--- WHAT IS EXPECTED ---
Determine how many lines of the data include the word "koʻchasi", and write only that number.

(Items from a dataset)
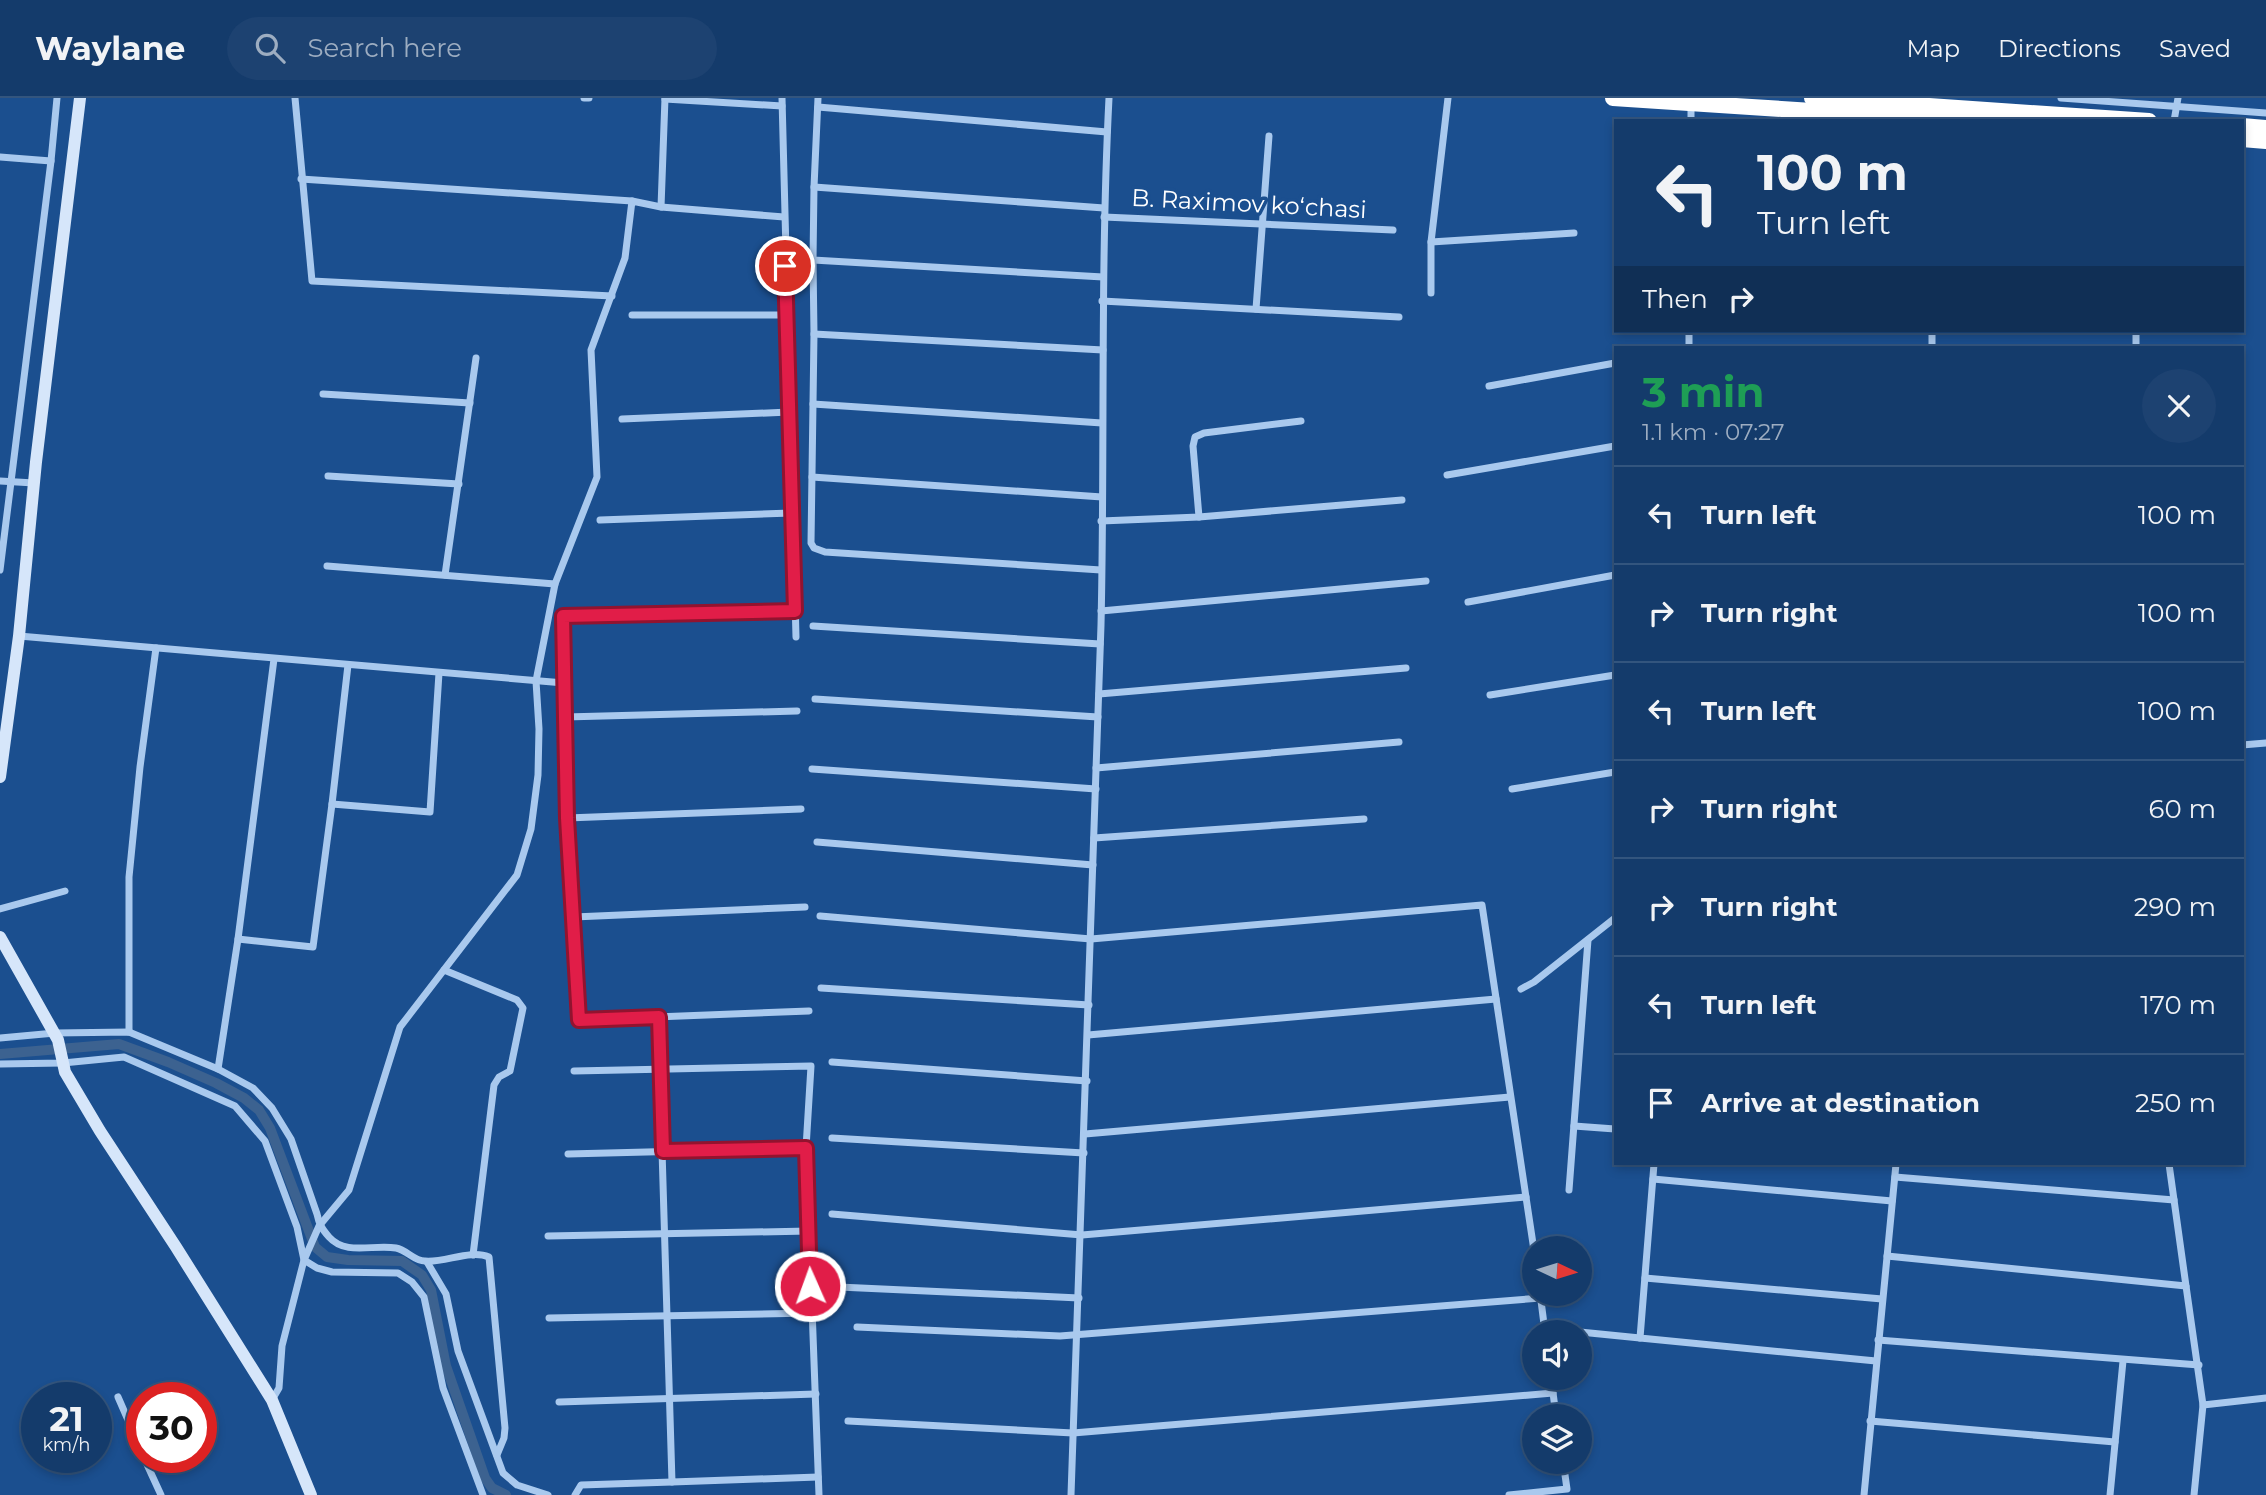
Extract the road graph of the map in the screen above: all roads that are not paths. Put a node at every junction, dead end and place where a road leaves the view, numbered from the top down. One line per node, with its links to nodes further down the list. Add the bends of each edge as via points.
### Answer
1 (57, 98): 29 (street)
2 (80, 98): 67 (street)
3 (295, 98): 30 (street)
4 (584, 98): 5 (street)
5 (589, 98)
6 (665, 98): 14 (street); 33 (street)
7 (1109, 98): 24 (street)
8 (1448, 98): 39 (street)
9 (1614, 98): 13 (highway)
10 (1812, 98): 18 (highway)
11 (2061, 98): 12 (street)
12 (2092, 99): 16 (street); 18 (street)
13 (1691, 101): 19 (street); 20 (highway)
14 (782, 102): 35 (street)
15 (818, 102): 24 (street); 31 (street)
16 (2178, 102): 17 (street)
17 (2266, 113)
18 (2092, 117): 21 (highway)
19 (1691, 119)
20 (1925, 119)
21 (2120, 119)
22 (2244, 126): 23 (highway)
23 (2266, 128)
24 (1107, 132): 34 (street)
25 (1269, 136): 36 (street)
26 (2244, 139): 27 (highway)
27 (2266, 141)
28 (0, 157): 29 (street)
29 (51, 161): 66 (street)
30 (301, 179): 32 (street); 43 (street, via 312,281)
31 (814, 187): 34 (street, B. Raximov koʻchasi); 40 (street)
32 (632, 201): 33 (street); 43 (street, via 625,258)
33 (661, 206): 35 (street)
34 (1104, 213): 36 (street, B. Raximov koʻchasi); 41 (street)
35 (784, 217): 47 (street)
36 (1262, 225): 37 (street, B. Raximov koʻchasi); 45 (street)
37 (1393, 230)
38 (1574, 233): 39 (street)
39 (1431, 242): 42 (street)
40 (813, 260): 41 (street); 49 (street)
41 (1103, 277): 44 (street)
42 (1431, 293)
43 (612, 296): 81 (street, via 591,350 597,477)
44 (1102, 301): 45 (street); 50 (street)
45 (1256, 309): 48 (street)
46 (632, 315): 47 (street)
47 (786, 316): 57 (street)
48 (1399, 317)
49 (814, 334): 50 (street); 56 (street)
50 (1103, 350): 60 (street)
51 (476, 358): 55 (street)
52 (1614, 363): 53 (street)
53 (1489, 386)
54 (323, 394): 55 (street)
55 (470, 403): 68 (street)
56 (813, 404): 60 (street); 64 (street)
57 (789, 412): 58 (street); 71 (street)
58 (622, 419)
59 (1301, 421): 72 (street, via 1195,437)
60 (1102, 424): 69 (street)
61 (1614, 446): 62 (street)
62 (1447, 475)
63 (328, 476): 68 (street)
64 (812, 477): 69 (street); 76 (street, via 811,543 825,552)
65 (0, 481): 66 (street)
66 (12, 482): 67 (street); 77 (street)
67 (35, 483): 86 (street)
68 (459, 484): 78 (street)
69 (1102, 497): 74 (street)
70 (1402, 500): 72 (street)
71 (791, 513): 73 (street); 83 (street)
72 (1199, 517): 74 (street)
73 (600, 520)
74 (1101, 522): 76 (street)
75 (327, 566): 78 (street)
76 (1101, 569): 84 (street)
77 (0, 570)
78 (445, 575): 81 (street)
79 (1614, 575): 82 (street)
80 (1426, 581): 84 (street)
81 (555, 584): 95 (street)
82 (1468, 602)
83 (795, 611): 87 (street); 96 (street, via 563,616)
84 (1101, 611): 88 (street)
85 (813, 626): 88 (street)
86 (19, 636): 89 (street); 109 (street)
87 (796, 637)
88 (1100, 644): 97 (street)
89 (156, 648): 90 (street); 136 (street, via 129,877)
90 (274, 659): 91 (street); 126 (street)
91 (348, 665): 93 (street); 112 (street)
92 (1406, 668): 97 (street)
93 (439, 673): 95 (street); 112 (street, via 430,812)
94 (1614, 675): 98 (street)
95 (536, 681): 96 (street); 129 (street, via 538,775 531,829 517,875)
96 (564, 683): 101 (street)
97 (1099, 694): 102 (street)
98 (1490, 695)
99 (815, 699): 102 (street)
100 (797, 711): 101 (street)
101 (565, 717): 114 (street)
102 (1098, 717): 106 (street)
103 (1399, 742): 106 (street)
104 (2266, 743): 105 (street)
105 (2244, 745)
106 (1096, 768): 110 (street)
107 (812, 769): 110 (street)
108 (1614, 772): 111 (street)
109 (0, 777)
110 (1096, 789): 116 (street)
111 (1511, 789)
112 (332, 804): 126 (street, via 313,947)
113 (801, 809): 114 (street)
114 (567, 818): 123 (street)
115 (1364, 819): 116 (street)
116 (1094, 838): 118 (street)
117 (817, 842): 118 (street)
118 (1093, 865): 127 (street)
119 (65, 891): 121 (street)
120 (805, 907): 123 (street)
121 (0, 909)
122 (820, 916): 127 (street)
123 (574, 917): 135 (street, via 579,1020)
124 (1614, 919): 128 (street)
125 (0, 936): 138 (street)
126 (238, 939): 143 (street)
127 (1091, 939): 132 (street, via 1482,905); 133 (street)
128 (1588, 940): 131 (street); 148 (street)
129 (444, 970): 166 (street, via 400,1027 349,1190); 172 (street, via 517,1000 523,1008 510,1071 494,1085)
130 (821, 988): 133 (street)
131 (1521, 989)
132 (1496, 999): 137 (street); 147 (street)
133 (1089, 1005): 137 (street)
134 (809, 1011): 135 (street)
135 (659, 1017): 144 (street)
136 (129, 1032): 138 (street); 143 (street)
137 (1088, 1035): 146 (street)
138 (56, 1037): 139 (street); 140 (street)
139 (0, 1038)
140 (63, 1061): 142 (street); 173 (street, via 124,1057 235,1106 265,1141); 199 (street, via 100,1131)
141 (832, 1062): 146 (street)
142 (0, 1063)
143 (218, 1069): 166 (street, via 253,1088 272,1108 290,1139)
144 (661, 1069): 145 (street); 152 (street, via 811,1066); 153 (street)
145 (574, 1071)
146 (1087, 1081): 150 (street)
147 (1510, 1097): 150 (street); 162 (street)
148 (1574, 1126): 149 (street); 161 (street)
149 (1614, 1129)
150 (1085, 1134): 154 (street)
151 (832, 1138): 154 (street)
152 (806, 1148): 153 (street); 167 (street)
153 (663, 1151): 155 (street); 168 (street)
154 (1084, 1153): 169 (street)
155 (568, 1154)
156 (1654, 1165): 160 (street)
157 (1896, 1165): 159 (street)
158 (2169, 1165): 164 (street)
159 (1895, 1177): 163 (street); 164 (street)
160 (1653, 1179): 163 (street); 176 (street)
161 (1569, 1190)
162 (1526, 1196): 169 (street); 171 (street)
163 (1892, 1200): 174 (street)
164 (2174, 1200): 177 (street)
165 (832, 1214): 169 (street)
166 (319, 1226): 173 (street); 175 (street, via 336,1245 396,1248)
167 (809, 1231): 168 (street); 182 (street)
168 (665, 1235): 170 (street); 183 (street)
169 (1082, 1235): 180 (street)
170 (548, 1236)
171 (1532, 1236)
172 (473, 1255): 175 (street); 208 (street, via 489,1257 505,1428)
173 (306, 1256): 199 (street, via 282,1346 279,1388); 215 (street, via 317,1268 332,1272 398,1273 424,1297 443,1388)
174 (1887, 1256): 177 (street); 181 (street)
175 (427, 1262): 208 (street, via 446,1294 458,1351)
176 (1645, 1278): 181 (street); 188 (street)
177 (2186, 1286): 192 (street)
178 (839, 1287): 180 (street)
179 (1522, 1297): 187 (street)
180 (1079, 1298): 187 (street)
181 (1882, 1299): 189 (street)
182 (811, 1313): 183 (street); 195 (street)
183 (666, 1315): 184 (street); 198 (street)
184 (549, 1318)
185 (858, 1327): 187 (street)
186 (1592, 1333): 188 (street)
187 (1077, 1334): 206 (street)
188 (1640, 1338): 190 (street)
189 (1878, 1340): 190 (street); 191 (street)
190 (1876, 1361): 205 (street)
191 (2123, 1361): 192 (street); 207 (street)
192 (2199, 1366): 202 (street)
193 (1553, 1390): 194 (street)
194 (1553, 1393): 201 (street); 206 (street)
195 (816, 1394): 198 (street); 211 (street)
196 (118, 1397): 203 (street)
197 (2266, 1398): 202 (street)
198 (668, 1399): 200 (street); 212 (street)
199 (272, 1400): 214 (street)
200 (559, 1402)
201 (1554, 1404)
202 (2203, 1405): 223 (street)
203 (126, 1415)
204 (848, 1421): 206 (street)
205 (1870, 1421): 207 (street); 221 (street)
206 (1073, 1433): 219 (street)
207 (2115, 1442): 222 (street)
208 (497, 1455): 216 (street, via 508,1478)
209 (151, 1473): 213 (street)
210 (1565, 1474): 220 (street, via 1567,1489)
211 (818, 1477): 212 (street); 218 (street)
212 (672, 1482): 217 (street, via 581,1485)
213 (162, 1495)
214 (312, 1495)
215 (483, 1495)
216 (548, 1495)
217 (575, 1495)
218 (819, 1495)
219 (1070, 1495)
220 (1508, 1495)
221 (1864, 1495)
222 (2110, 1495)
223 (2194, 1495)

--- EXERCISE RESULT ---
3